By: Megan Arszman
When it comes to workouts, it’s important to vary your activities. While you’re writing down these workouts, also remember that you should record your workout challenges and improvements.
“I recommend keeping a journal of what was accomplished with each session, so you can see your progress and remember exactly what was performed each time,” recommends Monica Brant, 1998 IFBB Fitness Olympia and 2010 and 2013 WBFF World’s Pro Figure Champion.
Last time, we brought you a lower body workout sure to get your buns and thighs burning. If you missed it, click here to view Healthy Horse Show Living: Lower Body Workout. Now, it’s time to concentrate on your upper body.
You might not think that upper body strength is that important when it comes to riding your horse, but it’s all connected, says horse trainer Brad Jewett. “Much like a dancer needs to hold their body in a frame, with a strong upper body for a dance, a rider needs to also hold their body in a frame with strength for all high level of performance events such as showmanship, horsemanship and equitation.”

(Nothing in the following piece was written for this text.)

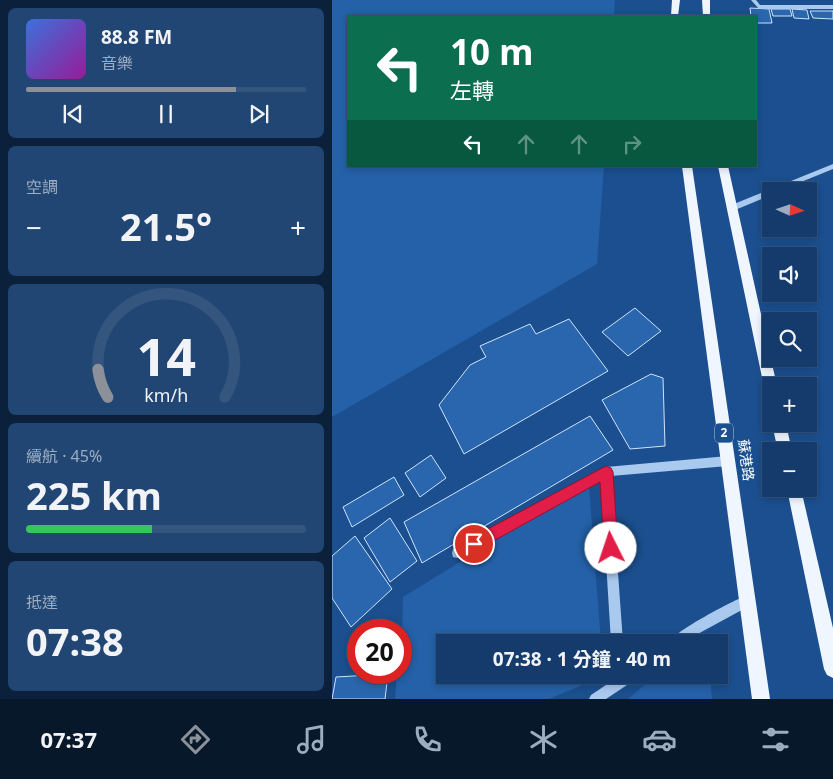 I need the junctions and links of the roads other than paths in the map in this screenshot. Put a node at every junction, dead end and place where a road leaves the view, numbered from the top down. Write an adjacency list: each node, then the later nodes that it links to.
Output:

Brant agrees. “The upper body needs to be conditioned to hold the chest up and shoulders balanced, because horses are led by the position of our upper body. We need to have connection to each muscle group in order to guide the horse by our movements with our shoulders.”
For your upper body workout, you’ll need resistance/exercise bands and weighted wrist wraps, which you can find at any sporting goods store or online.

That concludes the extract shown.